The interior ministry said the attacks targeted a Shi'ite Muslim mosque on Atlas Street in central Kirkuk and gave an initial casualty toll of one killed and 16 wounded.
It is the first such attack since the central government in Baghdad seized the oil-rich city last month from Kurdish forces, who had been controlling Kirkuk for three years.
The central government in Baghdad launched an offensive on Oct. 16 to recapture the city and other territories in northern Iraq claimed by both Baghdad and the Kurds, in retaliation for a referendum on Kurdish independence.
Iraqi security forces advanced on the city, forcing the Kurdish Peshmerga to withdraw. The retreat also allowed Baghdad to take control of all oil fields operated by the state-owned North Oil Company in Kirkuk's northern province.
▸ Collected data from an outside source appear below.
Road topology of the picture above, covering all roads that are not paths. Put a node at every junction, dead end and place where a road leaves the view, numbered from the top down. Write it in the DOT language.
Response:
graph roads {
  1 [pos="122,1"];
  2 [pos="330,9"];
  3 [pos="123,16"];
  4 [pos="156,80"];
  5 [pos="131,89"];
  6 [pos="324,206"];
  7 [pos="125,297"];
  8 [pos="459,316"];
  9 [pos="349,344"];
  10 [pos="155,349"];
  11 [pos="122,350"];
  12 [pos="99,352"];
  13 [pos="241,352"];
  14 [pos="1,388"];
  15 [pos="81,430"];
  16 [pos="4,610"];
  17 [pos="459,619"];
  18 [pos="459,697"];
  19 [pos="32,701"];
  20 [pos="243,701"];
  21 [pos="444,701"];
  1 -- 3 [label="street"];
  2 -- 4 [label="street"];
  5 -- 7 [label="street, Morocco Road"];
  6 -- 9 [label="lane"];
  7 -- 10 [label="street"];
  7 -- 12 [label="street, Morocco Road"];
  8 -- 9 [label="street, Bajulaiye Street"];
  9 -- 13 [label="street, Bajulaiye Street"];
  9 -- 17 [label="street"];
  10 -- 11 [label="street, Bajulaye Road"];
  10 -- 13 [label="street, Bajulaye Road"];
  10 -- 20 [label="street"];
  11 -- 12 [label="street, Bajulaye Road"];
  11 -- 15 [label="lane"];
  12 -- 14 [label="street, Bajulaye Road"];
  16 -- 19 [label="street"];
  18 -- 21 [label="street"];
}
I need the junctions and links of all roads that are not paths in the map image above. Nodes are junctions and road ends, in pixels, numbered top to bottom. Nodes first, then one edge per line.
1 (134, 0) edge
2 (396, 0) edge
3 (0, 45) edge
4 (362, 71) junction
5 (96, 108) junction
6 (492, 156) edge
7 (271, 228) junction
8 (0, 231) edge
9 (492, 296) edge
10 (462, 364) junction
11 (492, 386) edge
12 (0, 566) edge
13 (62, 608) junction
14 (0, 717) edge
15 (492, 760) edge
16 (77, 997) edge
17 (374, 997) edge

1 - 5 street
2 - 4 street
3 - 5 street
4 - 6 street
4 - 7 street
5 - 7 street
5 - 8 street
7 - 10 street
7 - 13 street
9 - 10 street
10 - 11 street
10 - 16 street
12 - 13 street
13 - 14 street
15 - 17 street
No group has claimed responsibility for Sunday's attacks but the suicide bombings are a trademark of Islamic State militants.
Police sources said the two attacks happened in quick succession and said the death toll might rise because some of the wounded were in critical condition.
"It's a crowded street and a place for street vendors. The terrorists wanted to kill large number of people," said a Kirkuk police major.
Iraqi security officials have said Islamic State is likely to wage an insurgency in Iraq after their self-proclaimed caliphate all but collapsed and they were dislodged from large territories in the west and north on the country.
Iraqi security forces have recaptured nearly all territories once controlled by Islamic State. Fighting is ongoing in the border areas with Syria where militants are entrenched in the small town of Rawa and nearby border areas.